The door is almost down now. She knows what’s coming. She turns to Robby. Her father was a philologist before being a scientist. He read her just as much poetry as he helped her study organic chemistry. And he loved his stories too. She wonders, looking at Robby, about the early twentieth century again, how Robby wasn’t so much influenced by the word robota, a Czech word for enforced labour, or rab — slave — though that is where the word robot is supposed to have been first derived. That word had been attributed to Karel Čapek, its creator, to his brother Josef, just as the Three Laws of Robotics hadn’t been solely created by Asimov but John W. Campbell. But Asimov had made a “Robbie,” a robot accepted by his assigned family after saving the life of their child. 

Regret with nostalgia mingles in Alta’s heart. “Robby. Remember your orders.” She releases a shaky breath, drawing on her resolve. “Maintain reports to the United Planets. Don’t inform them of what occurred on this station. Continue work on the plastic educator. She will need it. Guide her. Slowly, as I outlined for you. She will … she will need it.”

“Yes, Miss Alta.”

“Thank you, Robby.” She smiles. She turns, and puts the blaster pistol in one hand, wiping at her eyes with the other. “Thank you for everything.” She braces herself. “And now, your final order, Robby.”

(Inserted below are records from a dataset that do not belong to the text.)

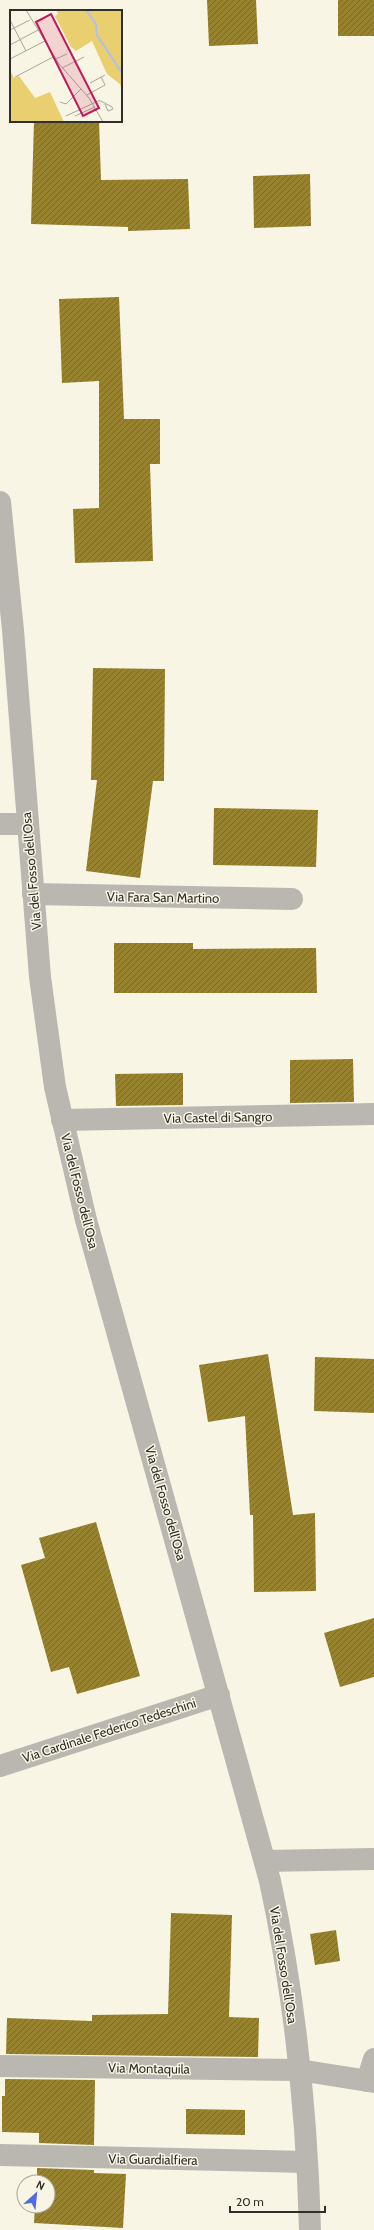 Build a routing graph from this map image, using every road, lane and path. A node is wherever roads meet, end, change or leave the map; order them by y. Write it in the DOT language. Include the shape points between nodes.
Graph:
graph roads {
  1 [pos="0,502"];
  2 [pos="0,824"];
  3 [pos="27,824"];
  4 [pos="33,894"];
  5 [pos="292,899"];
  6 [pos="374,1114"];
  7 [pos="62,1120"];
  8 [pos="219,1694"];
  9 [pos="0,1766"];
  10 [pos="374,1859"];
  11 [pos="264,1861"];
  12 [pos="374,2059"];
  13 [pos="0,2066"];
  14 [pos="298,2070"];
  15 [pos="370,2081"];
  16 [pos="0,2155"];
  17 [pos="306,2162"];
  18 [pos="310,2230"];
  1 -- 3 [label="street, Via del Fosso dell'Osa" via="13,630"];
  2 -- 3 [label="street"];
  3 -- 4 [label="street, Via del Fosso dell'Osa"];
  4 -- 5 [label="street, Via Fara San Martino"];
  4 -- 7 [label="street, Via del Fosso dell'Osa" via="44,1015"];
  6 -- 7 [label="street, Via Castel di Sangro"];
  7 -- 8 [label="street, Via del Fosso dell'Osa" via="86,1220"];
  8 -- 9 [label="street, Via Cardinale Federico Tedeschini"];
  8 -- 11 [label="street, Via del Fosso dell'Osa"];
  10 -- 11 [label="street"];
  11 -- 14 [label="street, Via del Fosso dell'Osa" via="282,1940"];
  12 -- 15 [label="street"];
  13 -- 14 [label="street, Via Montaquila"];
  14 -- 15 [label="street"];
  14 -- 17 [label="street, Via del Fosso dell'Osa"];
  16 -- 17 [label="street, Via Guardialfiera"];
  17 -- 18 [label="street, Via del Fosso dell'Osa"];
}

The robot doesn’t say anything. 

“Robby.” She says. “Protect her. Protect my daughter. Protect Miranda.

“Archimedes.”

She remembers what John did with the door combination back in the Krell Lab. The two of them had Robby hide their girl. This … thing won’t find her. It might destroy the machines and drones around it, but Alta doesn’t plan for it to go that far. No. This manifestation, this monstrosity. It ends. It ends here.

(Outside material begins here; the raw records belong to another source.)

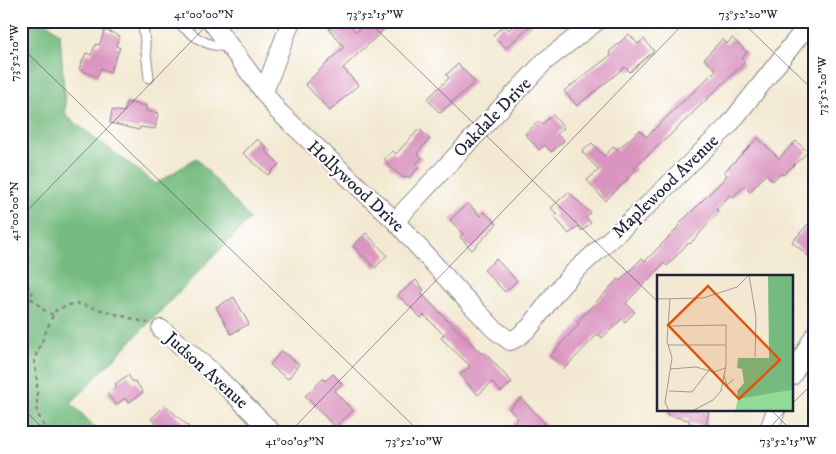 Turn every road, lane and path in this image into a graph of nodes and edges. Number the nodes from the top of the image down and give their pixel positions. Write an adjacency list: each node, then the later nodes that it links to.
1 (145, 21): 8 (lane)
2 (176, 21): 7 (lane)
3 (211, 21): 7 (street, Hollywood Drive)
4 (291, 21): 9 (street)
5 (597, 21): 10 (street, Oakdale Drive)
6 (811, 21): 17 (street, Maplewood Avenue)
7 (230, 46): 9 (street, Hollywood Drive)
8 (150, 78)
9 (264, 92): 10 (street, Hollywood Drive)
10 (395, 221): 17 (street, Hollywood Drive)
11 (21, 279): 12 (path)
12 (31, 298): 13 (path); 14 (path)
13 (21, 306)
14 (53, 315): 15 (path); 20 (path)
15 (161, 329): 21 (street, Judson Avenue)
16 (815, 334): 18 (street)
17 (510, 341)
18 (794, 372)
19 (775, 412): 22 (street)
20 (48, 433)
21 (273, 433)
22 (768, 433)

She looks at Robby. She recalls looking up at the big machine. It occurs to her that the robot has seen her ever since she was a baby, making food for her, creating emeralds and diamonds for her dresses, at her whim, patiently blasting non-lethal beams to ward away her pets from the fruits on the kitchen table, creating medicine when she was sick, faithfully there for her father … for her. The dials on either side of his cranium almost look like eyes. She wonders if the automaton feels anything. If he is even capable with what her father programmed into him for a lark. 

The sparks in his glass cranium crackle for a time, even with the override. Even as she reaches out her hand. And gives him the pistol. 

“Robby.” She says again, as the creature on the other end of the door screeches and roars out its hatred of a life wasted, of being deprived of its illusions, its comforts, of destroying what it coveted so much. “When it comes through. Only then. I want to look at it. If I can. I want to look it right in the face. And then … kill it. Do you understand?”

“Affirmative.”

Alta gulps, a sense of relief almost overwhelming her. “T-thank you, Robby. You … thank you.”

There is a pause. “Farewell, Alta.”

The door collapses completely as heavy breathing, always in the background, now fills the room. Dr. Alta Adams, nee Altaira Morbius, stands her ground in the observation deck of the Eureka, surrounded by stars. She remembers her father telling her, when he showed her the Krell Lab not to look into the eyes of the Gorgon. But right now, she recalls another myth: of Odysseus tied to his ship as he forced himself to hear the deadly songs of the Sirens as his crew rowed onward. These are her thoughts, thinking about sitting at her father’s knee, at her husband’s side, her daughter on her lap as she faces her darkness in the eye, and doesn’t even hear the quiet hiss of a blaster pistol’s measured violet disintegration discharges.